Un nouveau sanglot secoua Sam, et il chercha du regard Elladan et Elrohir.
Ceux-ci, impassibles, poursuivaient leur route. Comme s'ils n'avaient rien
entendu. Sam s'étonna. Il se retourna à nouveau. Le chanteur avait disparu.
Sans laisser de traces. Comme s'il n'avait jamais été là. Un rêve...un simple
rêve.
Sam ne parla jamais à quiconque de cette étrange apparition sur les rives
de la Mer. Quoique, sans nul doute, Elrond Semi-elfe aurait été extrêmement
intéressé par ce récit.
***
Enfin, ils étaient aux Havres. Sam salua avec déférence Círdan le
Charpentier, noble, sage, et vieux, si vieux...Plus vieux que Maître Elrond,
plus vieux même que Dame Galadriel, si vieux...Plus vieux, donc, que
Celeborn, Seigneur de Lórien. Lequel se tenait là, venu à la rencontre de
ses petits-fils. Et s'apprêtant lui aussi à franchir la Mer. Sam le salua
de même, et s'étonna du grave respect que lui témoignait Celeborn.
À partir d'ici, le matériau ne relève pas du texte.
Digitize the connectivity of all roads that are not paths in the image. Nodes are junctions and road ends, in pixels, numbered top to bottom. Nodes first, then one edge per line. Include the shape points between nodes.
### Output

Enfin, les trois elfes, grand-père et petits-fils, et le vieux Hobbit,
s'embarquèrent. Un grand vent d'est se leva, comme à point nommé, et ils
firent voile. Le gracieux navire d'argent se mit à glisser sur l'onde
claire, et ils traversèrent le golfe, dans un silence recueilli. Enfin, ils
quittèrent le Lindon, et naviguèrent sur la Mer.
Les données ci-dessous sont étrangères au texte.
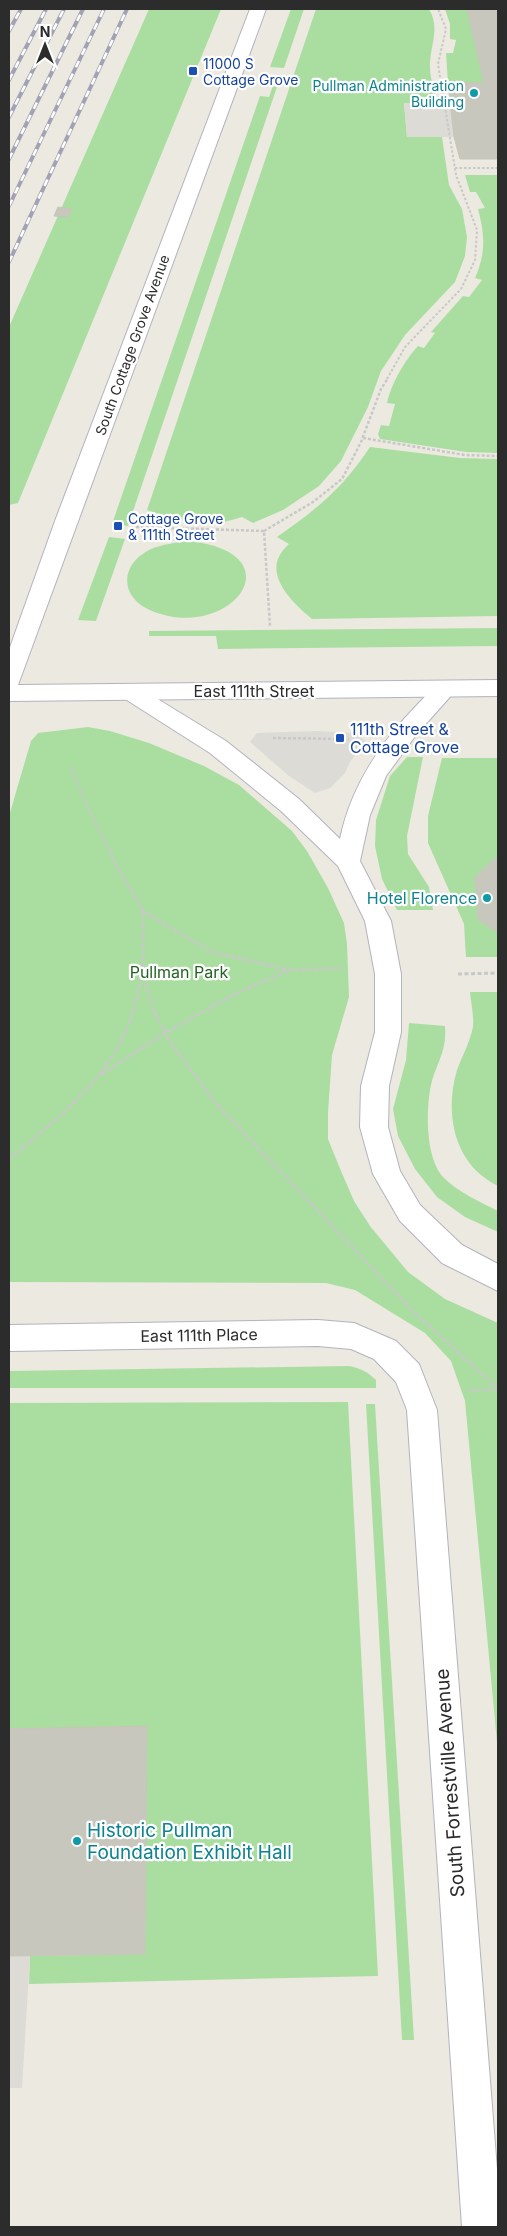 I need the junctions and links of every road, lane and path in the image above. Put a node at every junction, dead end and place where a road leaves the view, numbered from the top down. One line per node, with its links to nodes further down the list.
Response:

Dans les tréfonds de sa poitrine, Sam sentit quelque chose se briser. Comme
la corde d'une harpe lâchant brusquement, fouettant les doigts du musicien,
ouvrant une plaie sanglante.
***
Ils naviguaient en silence. Tous recueillis, tous perdus dans leurs regrets
ou leurs espoirs.
Un jour, Sam tourna le regard vers le Nord, et aperçut, au loin, une île
émergeant de la Mer, et, sur son sommet, enveloppé de brumes, une citadelle
aux trois tours en ruine.
Un autre jour, alors que toutes rives avaient disparu, ils passèrent près,
si près - Sam avait l'impression qu'en étendant la main, en se penchant un
peu, il aurait pu la toucher -, d'un îlot de pierre. En le regardant plus
attentivement, le vieux hobbit devina comme une stèle, posée sur un
monticule de terre. Il s'étonna. Comment pareil monument avait-il pu se
retrouver au cœur des flots ?
Il aperçut quelques inscriptions, des runes qu'il déchiffra quelques temps
plus tard. Malheureusement, il n'avait retenu que quelques mots, et
l'épitaphe complète lui manquait.
Dagnir...
Glaurunga...
Nín...
Morw...
***
Et puis, le rideau gris de la pluie se mua en argent...
Il vit les rives blanches, et le paysage verdoyant.
Et surtout, il sut, que sur ces rives, deux silhouettes plus petites que la
moyenne se tenaient.
Alors, la chose brisée, au fond de lui, fut remplacée par quelque chose
d'autre.
Quelque chose d'autre. Pas la même chose. Mais pas mal non plus.